Nothing in the data should be left out, so repeat it all exactly.
===============
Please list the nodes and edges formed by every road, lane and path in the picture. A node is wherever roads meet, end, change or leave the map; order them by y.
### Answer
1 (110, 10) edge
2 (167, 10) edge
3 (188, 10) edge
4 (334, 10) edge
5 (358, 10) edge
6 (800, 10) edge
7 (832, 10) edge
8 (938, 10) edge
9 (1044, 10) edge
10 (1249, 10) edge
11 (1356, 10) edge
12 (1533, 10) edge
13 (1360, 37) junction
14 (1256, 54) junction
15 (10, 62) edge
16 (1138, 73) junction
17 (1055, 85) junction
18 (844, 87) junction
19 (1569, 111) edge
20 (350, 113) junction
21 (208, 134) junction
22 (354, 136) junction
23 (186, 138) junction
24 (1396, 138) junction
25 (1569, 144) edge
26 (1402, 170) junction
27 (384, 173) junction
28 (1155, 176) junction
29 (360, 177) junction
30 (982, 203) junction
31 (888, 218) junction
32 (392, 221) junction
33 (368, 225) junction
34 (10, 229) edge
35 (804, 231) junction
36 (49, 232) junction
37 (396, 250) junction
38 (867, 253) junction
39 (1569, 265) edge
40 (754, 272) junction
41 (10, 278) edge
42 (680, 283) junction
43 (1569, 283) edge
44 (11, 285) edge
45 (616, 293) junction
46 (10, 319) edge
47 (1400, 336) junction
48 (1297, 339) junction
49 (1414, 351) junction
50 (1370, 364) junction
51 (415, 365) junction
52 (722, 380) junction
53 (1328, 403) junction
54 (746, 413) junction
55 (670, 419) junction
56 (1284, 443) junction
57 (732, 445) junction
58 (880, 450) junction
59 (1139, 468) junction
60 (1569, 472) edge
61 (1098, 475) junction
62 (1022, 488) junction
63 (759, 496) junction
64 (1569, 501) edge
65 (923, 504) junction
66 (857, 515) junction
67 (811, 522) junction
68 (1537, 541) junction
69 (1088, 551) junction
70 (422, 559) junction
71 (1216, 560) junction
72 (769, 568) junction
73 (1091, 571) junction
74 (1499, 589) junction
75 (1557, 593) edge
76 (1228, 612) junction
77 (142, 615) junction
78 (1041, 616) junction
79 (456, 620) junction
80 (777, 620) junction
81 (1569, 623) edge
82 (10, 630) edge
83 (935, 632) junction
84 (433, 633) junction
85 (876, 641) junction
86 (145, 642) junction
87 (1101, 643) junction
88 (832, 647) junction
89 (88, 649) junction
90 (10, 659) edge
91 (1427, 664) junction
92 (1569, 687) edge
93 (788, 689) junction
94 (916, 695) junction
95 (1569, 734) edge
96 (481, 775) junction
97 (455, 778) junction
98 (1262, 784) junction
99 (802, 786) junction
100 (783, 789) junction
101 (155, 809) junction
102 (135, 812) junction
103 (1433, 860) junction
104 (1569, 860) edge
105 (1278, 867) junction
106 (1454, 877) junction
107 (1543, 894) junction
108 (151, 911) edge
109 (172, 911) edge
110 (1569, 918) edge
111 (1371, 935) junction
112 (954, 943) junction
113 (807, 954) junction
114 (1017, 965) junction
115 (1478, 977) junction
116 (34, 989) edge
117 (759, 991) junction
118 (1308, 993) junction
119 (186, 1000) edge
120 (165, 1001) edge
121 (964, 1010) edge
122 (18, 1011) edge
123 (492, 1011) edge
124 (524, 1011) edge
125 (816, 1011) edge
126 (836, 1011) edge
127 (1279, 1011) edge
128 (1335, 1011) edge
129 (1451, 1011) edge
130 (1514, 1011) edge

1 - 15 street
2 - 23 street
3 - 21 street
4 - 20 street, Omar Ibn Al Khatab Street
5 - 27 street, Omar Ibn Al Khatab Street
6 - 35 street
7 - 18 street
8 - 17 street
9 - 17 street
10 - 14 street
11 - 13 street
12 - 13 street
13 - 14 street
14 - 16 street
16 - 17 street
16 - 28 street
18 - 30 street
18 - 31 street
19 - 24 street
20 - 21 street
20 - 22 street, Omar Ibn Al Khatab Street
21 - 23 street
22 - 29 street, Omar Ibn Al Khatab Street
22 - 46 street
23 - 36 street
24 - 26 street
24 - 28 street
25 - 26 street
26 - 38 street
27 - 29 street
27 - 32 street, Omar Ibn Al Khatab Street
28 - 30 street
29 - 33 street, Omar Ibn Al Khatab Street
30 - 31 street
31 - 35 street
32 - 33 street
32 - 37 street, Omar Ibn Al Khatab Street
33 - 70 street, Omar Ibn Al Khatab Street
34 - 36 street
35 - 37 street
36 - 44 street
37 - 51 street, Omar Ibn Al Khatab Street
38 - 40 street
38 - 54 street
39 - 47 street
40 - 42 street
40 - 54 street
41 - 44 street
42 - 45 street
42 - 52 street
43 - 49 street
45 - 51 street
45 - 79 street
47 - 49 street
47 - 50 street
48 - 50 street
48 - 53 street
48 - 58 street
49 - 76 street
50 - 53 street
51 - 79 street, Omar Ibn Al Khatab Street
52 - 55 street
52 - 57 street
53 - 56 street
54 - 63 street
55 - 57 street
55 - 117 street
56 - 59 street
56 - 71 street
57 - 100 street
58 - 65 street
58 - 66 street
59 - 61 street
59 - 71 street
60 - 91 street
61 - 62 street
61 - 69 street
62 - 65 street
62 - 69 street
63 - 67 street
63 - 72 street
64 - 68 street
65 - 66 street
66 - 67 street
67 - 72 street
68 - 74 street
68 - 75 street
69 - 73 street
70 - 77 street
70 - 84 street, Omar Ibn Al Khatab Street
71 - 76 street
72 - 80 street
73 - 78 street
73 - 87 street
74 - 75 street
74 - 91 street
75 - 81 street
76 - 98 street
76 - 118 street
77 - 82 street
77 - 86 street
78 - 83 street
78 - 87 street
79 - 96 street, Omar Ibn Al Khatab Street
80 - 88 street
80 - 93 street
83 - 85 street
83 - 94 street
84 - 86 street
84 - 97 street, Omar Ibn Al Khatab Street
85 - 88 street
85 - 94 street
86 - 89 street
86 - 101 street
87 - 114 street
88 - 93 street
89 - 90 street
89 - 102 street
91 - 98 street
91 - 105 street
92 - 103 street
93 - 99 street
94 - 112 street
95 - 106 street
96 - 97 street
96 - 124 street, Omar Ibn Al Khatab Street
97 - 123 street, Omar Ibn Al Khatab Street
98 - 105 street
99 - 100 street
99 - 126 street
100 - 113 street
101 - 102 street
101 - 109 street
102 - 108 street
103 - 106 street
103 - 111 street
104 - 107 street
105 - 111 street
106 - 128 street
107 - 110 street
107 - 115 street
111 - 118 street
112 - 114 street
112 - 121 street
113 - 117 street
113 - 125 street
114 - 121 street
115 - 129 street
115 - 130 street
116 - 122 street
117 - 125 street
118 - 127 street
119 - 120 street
===============
Answer to this exercise -
Please list the nodes and edges formed by every road, lane and path in the picture. A node is wherever roads meet, end, change or leave the map; order them by y.
### Answer
1 (110, 10) edge
2 (167, 10) edge
3 (188, 10) edge
4 (334, 10) edge
5 (358, 10) edge
6 (800, 10) edge
7 (832, 10) edge
8 (938, 10) edge
9 (1044, 10) edge
10 (1249, 10) edge
11 (1356, 10) edge
12 (1533, 10) edge
13 (1360, 37) junction
14 (1256, 54) junction
15 (10, 62) edge
16 (1138, 73) junction
17 (1055, 85) junction
18 (844, 87) junction
19 (1569, 111) edge
20 (350, 113) junction
21 (208, 134) junction
22 (354, 136) junction
23 (186, 138) junction
24 (1396, 138) junction
25 (1569, 144) edge
26 (1402, 170) junction
27 (384, 173) junction
28 (1155, 176) junction
29 (360, 177) junction
30 (982, 203) junction
31 (888, 218) junction
32 (392, 221) junction
33 (368, 225) junction
34 (10, 229) edge
35 (804, 231) junction
36 (49, 232) junction
37 (396, 250) junction
38 (867, 253) junction
39 (1569, 265) edge
40 (754, 272) junction
41 (10, 278) edge
42 (680, 283) junction
43 (1569, 283) edge
44 (11, 285) edge
45 (616, 293) junction
46 (10, 319) edge
47 (1400, 336) junction
48 (1297, 339) junction
49 (1414, 351) junction
50 (1370, 364) junction
51 (415, 365) junction
52 (722, 380) junction
53 (1328, 403) junction
54 (746, 413) junction
55 (670, 419) junction
56 (1284, 443) junction
57 (732, 445) junction
58 (880, 450) junction
59 (1139, 468) junction
60 (1569, 472) edge
61 (1098, 475) junction
62 (1022, 488) junction
63 (759, 496) junction
64 (1569, 501) edge
65 (923, 504) junction
66 (857, 515) junction
67 (811, 522) junction
68 (1537, 541) junction
69 (1088, 551) junction
70 (422, 559) junction
71 (1216, 560) junction
72 (769, 568) junction
73 (1091, 571) junction
74 (1499, 589) junction
75 (1557, 593) edge
76 (1228, 612) junction
77 (142, 615) junction
78 (1041, 616) junction
79 (456, 620) junction
80 (777, 620) junction
81 (1569, 623) edge
82 (10, 630) edge
83 (935, 632) junction
84 (433, 633) junction
85 (876, 641) junction
86 (145, 642) junction
87 (1101, 643) junction
88 (832, 647) junction
89 (88, 649) junction
90 (10, 659) edge
91 (1427, 664) junction
92 (1569, 687) edge
93 (788, 689) junction
94 (916, 695) junction
95 (1569, 734) edge
96 (481, 775) junction
97 (455, 778) junction
98 (1262, 784) junction
99 (802, 786) junction
100 (783, 789) junction
101 (155, 809) junction
102 (135, 812) junction
103 (1433, 860) junction
104 (1569, 860) edge
105 (1278, 867) junction
106 (1454, 877) junction
107 (1543, 894) junction
108 (151, 911) edge
109 (172, 911) edge
110 (1569, 918) edge
111 (1371, 935) junction
112 (954, 943) junction
113 (807, 954) junction
114 (1017, 965) junction
115 (1478, 977) junction
116 (34, 989) edge
117 (759, 991) junction
118 (1308, 993) junction
119 (186, 1000) edge
120 (165, 1001) edge
121 (964, 1010) edge
122 (18, 1011) edge
123 (492, 1011) edge
124 (524, 1011) edge
125 (816, 1011) edge
126 (836, 1011) edge
127 (1279, 1011) edge
128 (1335, 1011) edge
129 (1451, 1011) edge
130 (1514, 1011) edge

1 - 15 street
2 - 23 street
3 - 21 street
4 - 20 street, Omar Ibn Al Khatab Street
5 - 27 street, Omar Ibn Al Khatab Street
6 - 35 street
7 - 18 street
8 - 17 street
9 - 17 street
10 - 14 street
11 - 13 street
12 - 13 street
13 - 14 street
14 - 16 street
16 - 17 street
16 - 28 street
18 - 30 street
18 - 31 street
19 - 24 street
20 - 21 street
20 - 22 street, Omar Ibn Al Khatab Street
21 - 23 street
22 - 29 street, Omar Ibn Al Khatab Street
22 - 46 street
23 - 36 street
24 - 26 street
24 - 28 street
25 - 26 street
26 - 38 street
27 - 29 street
27 - 32 street, Omar Ibn Al Khatab Street
28 - 30 street
29 - 33 street, Omar Ibn Al Khatab Street
30 - 31 street
31 - 35 street
32 - 33 street
32 - 37 street, Omar Ibn Al Khatab Street
33 - 70 street, Omar Ibn Al Khatab Street
34 - 36 street
35 - 37 street
36 - 44 street
37 - 51 street, Omar Ibn Al Khatab Street
38 - 40 street
38 - 54 street
39 - 47 street
40 - 42 street
40 - 54 street
41 - 44 street
42 - 45 street
42 - 52 street
43 - 49 street
45 - 51 street
45 - 79 street
47 - 49 street
47 - 50 street
48 - 50 street
48 - 53 street
48 - 58 street
49 - 76 street
50 - 53 street
51 - 79 street, Omar Ibn Al Khatab Street
52 - 55 street
52 - 57 street
53 - 56 street
54 - 63 street
55 - 57 street
55 - 117 street
56 - 59 street
56 - 71 street
57 - 100 street
58 - 65 street
58 - 66 street
59 - 61 street
59 - 71 street
60 - 91 street
61 - 62 street
61 - 69 street
62 - 65 street
62 - 69 street
63 - 67 street
63 - 72 street
64 - 68 street
65 - 66 street
66 - 67 street
67 - 72 street
68 - 74 street
68 - 75 street
69 - 73 street
70 - 77 street
70 - 84 street, Omar Ibn Al Khatab Street
71 - 76 street
72 - 80 street
73 - 78 street
73 - 87 street
74 - 75 street
74 - 91 street
75 - 81 street
76 - 98 street
76 - 118 street
77 - 82 street
77 - 86 street
78 - 83 street
78 - 87 street
79 - 96 street, Omar Ibn Al Khatab Street
80 - 88 street
80 - 93 street
83 - 85 street
83 - 94 street
84 - 86 street
84 - 97 street, Omar Ibn Al Khatab Street
85 - 88 street
85 - 94 street
86 - 89 street
86 - 101 street
87 - 114 street
88 - 93 street
89 - 90 street
89 - 102 street
91 - 98 street
91 - 105 street
92 - 103 street
93 - 99 street
94 - 112 street
95 - 106 street
96 - 97 street
96 - 124 street, Omar Ibn Al Khatab Street
97 - 123 street, Omar Ibn Al Khatab Street
98 - 105 street
99 - 100 street
99 - 126 street
100 - 113 street
101 - 102 street
101 - 109 street
102 - 108 street
103 - 106 street
103 - 111 street
104 - 107 street
105 - 111 street
106 - 128 street
107 - 110 street
107 - 115 street
111 - 118 street
112 - 114 street
112 - 121 street
113 - 117 street
113 - 125 street
114 - 121 street
115 - 129 street
115 - 130 street
116 - 122 street
117 - 125 street
118 - 127 street
119 - 120 street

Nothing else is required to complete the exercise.